Collected data:
---+---
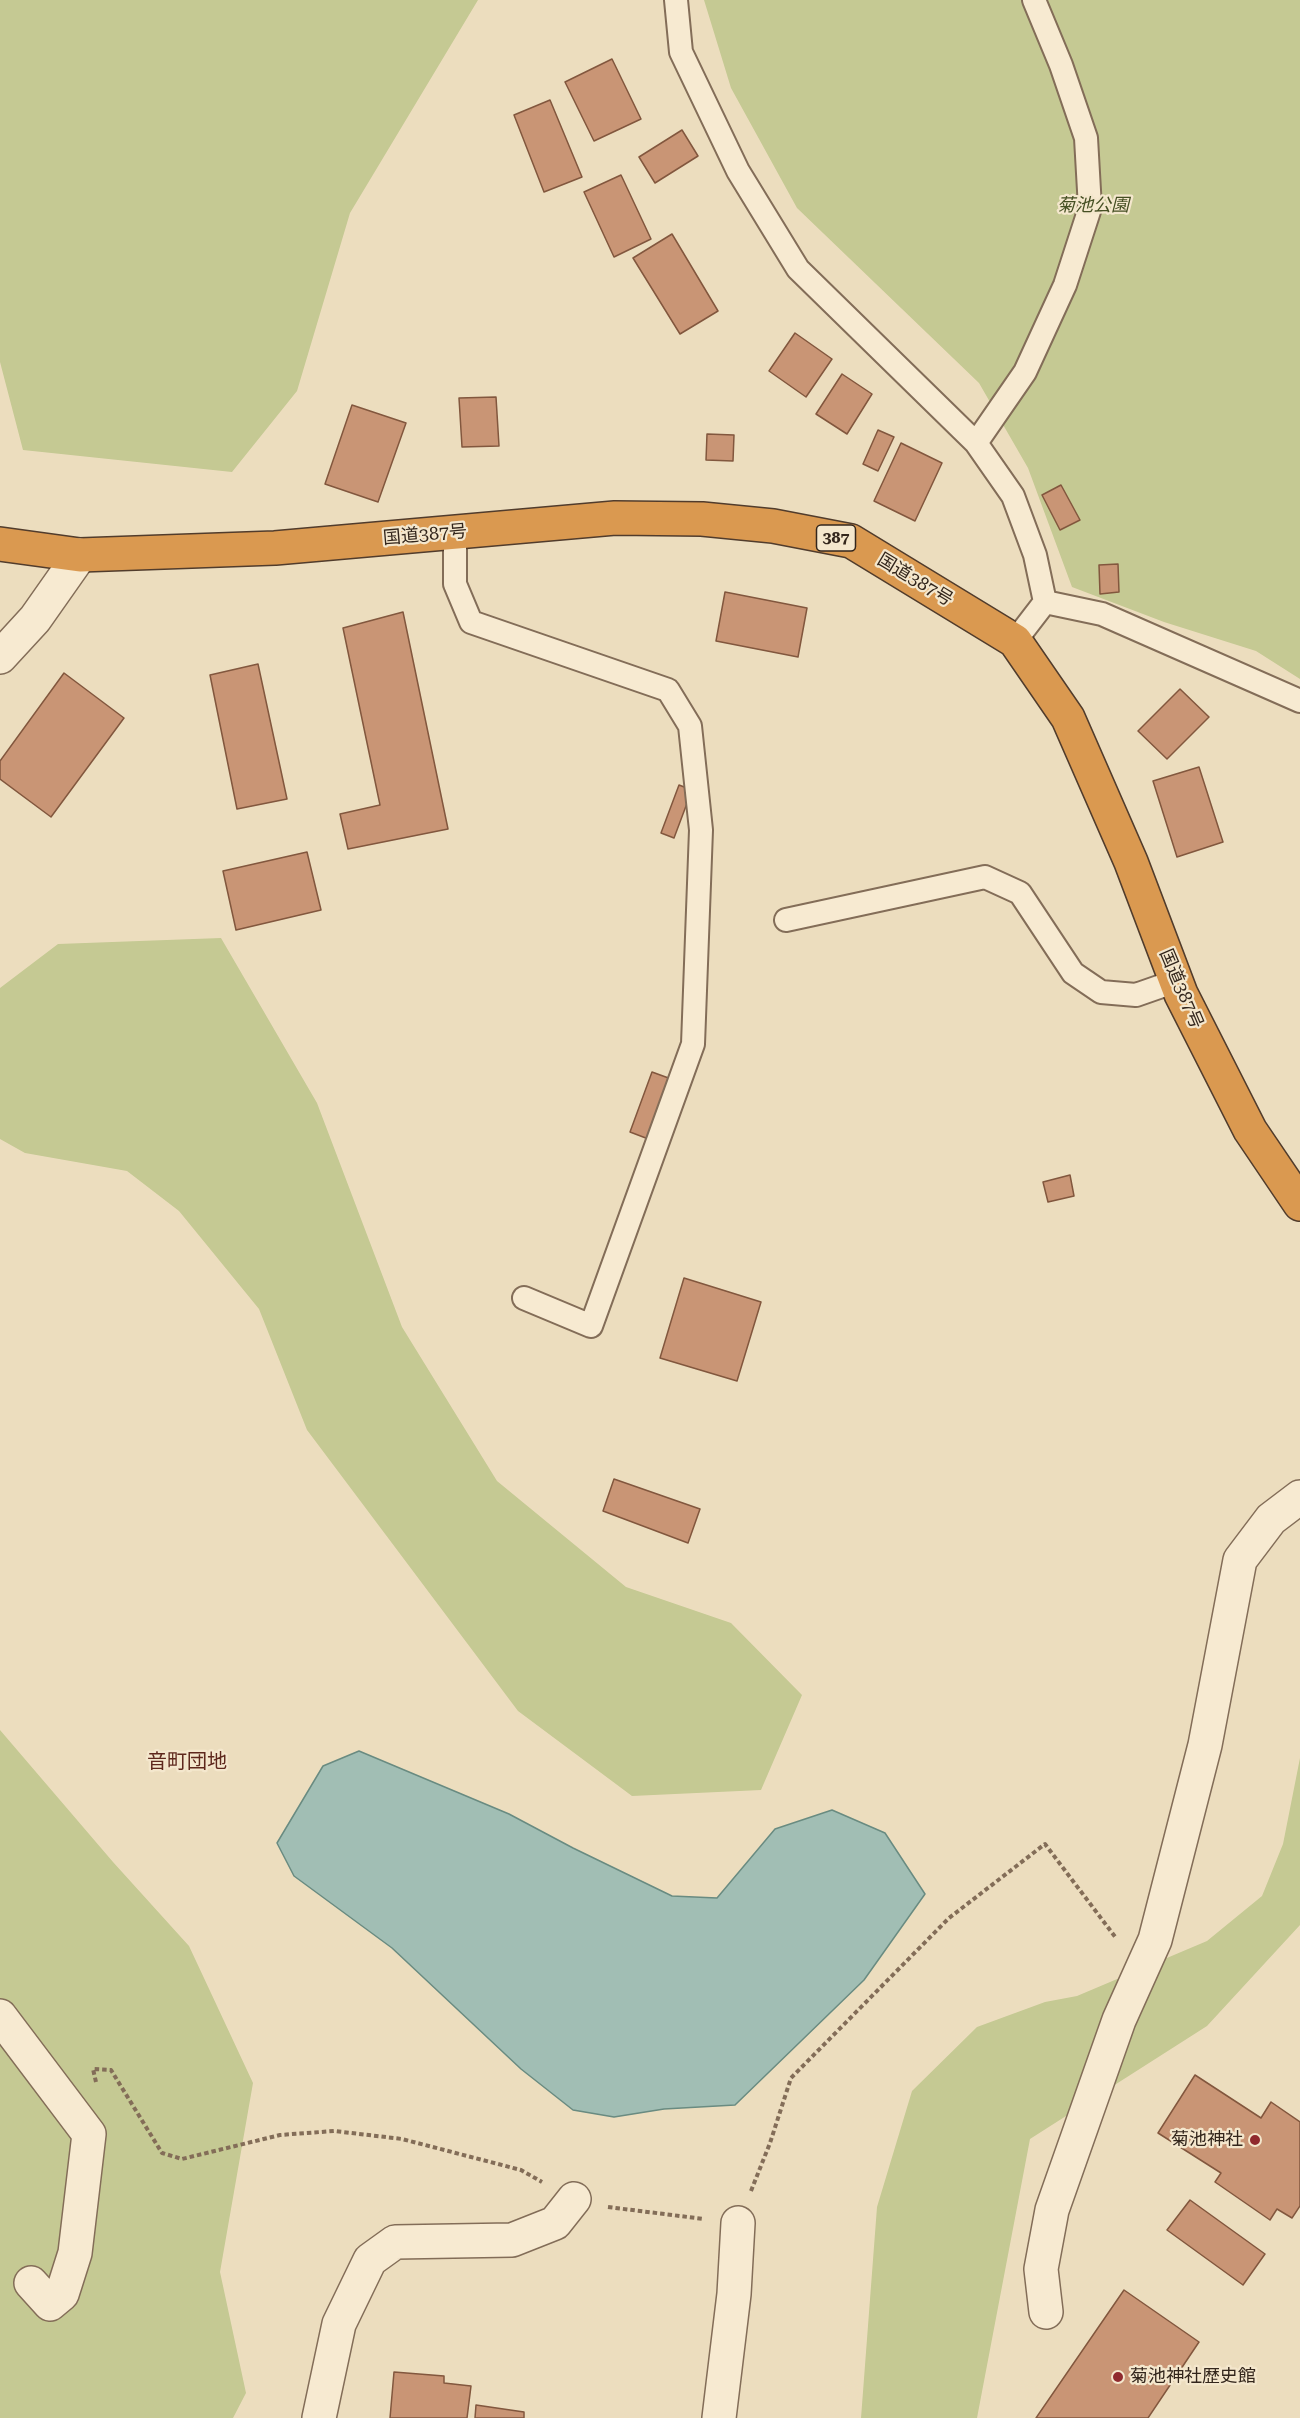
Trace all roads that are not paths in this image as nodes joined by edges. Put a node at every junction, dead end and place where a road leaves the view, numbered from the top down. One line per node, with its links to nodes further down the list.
1 (676, 0): 3 (lane)
2 (1034, 0): 3 (lane)
3 (975, 443): 7 (lane)
4 (454, 532): 6 (highway, 国道387号 / 387); 8 (highway, 国道387号 / 387); 14 (lane)
5 (0, 544): 6 (highway, 国道387号 / 387)
6 (80, 555): 9 (street)
7 (1046, 602): 8 (lane); 10 (lane)
8 (1015, 641): 12 (highway, 国道387号 / 387)
9 (0, 657)
10 (1300, 701)
11 (786, 921): 12 (lane)
12 (1176, 981): 13 (highway, 国道387号 / 387)
13 (1300, 1204)
14 (524, 1298)
15 (1300, 1497): 20 (street)
16 (0, 2016): 19 (street)
17 (573, 2199): 21 (street)
18 (738, 2223): 22 (street)
19 (31, 2283)
20 (1046, 2312)
21 (319, 2418)
22 (718, 2418)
---+---
--- ABOUT THIS EXERCISE ---
Please output each line above exactly and omit all images.

--- SOLUTION FOR THIS PROBLEM ---
Trace all roads that are not paths in this image as nodes joined by edges. Put a node at every junction, dead end and place where a road leaves the view, numbered from the top down. One line per node, with its links to nodes further down the list.
1 (676, 0): 3 (lane)
2 (1034, 0): 3 (lane)
3 (975, 443): 7 (lane)
4 (454, 532): 6 (highway, 国道387号 / 387); 8 (highway, 国道387号 / 387); 14 (lane)
5 (0, 544): 6 (highway, 国道387号 / 387)
6 (80, 555): 9 (street)
7 (1046, 602): 8 (lane); 10 (lane)
8 (1015, 641): 12 (highway, 国道387号 / 387)
9 (0, 657)
10 (1300, 701)
11 (786, 921): 12 (lane)
12 (1176, 981): 13 (highway, 国道387号 / 387)
13 (1300, 1204)
14 (524, 1298)
15 (1300, 1497): 20 (street)
16 (0, 2016): 19 (street)
17 (573, 2199): 21 (street)
18 (738, 2223): 22 (street)
19 (31, 2283)
20 (1046, 2312)
21 (319, 2418)
22 (718, 2418)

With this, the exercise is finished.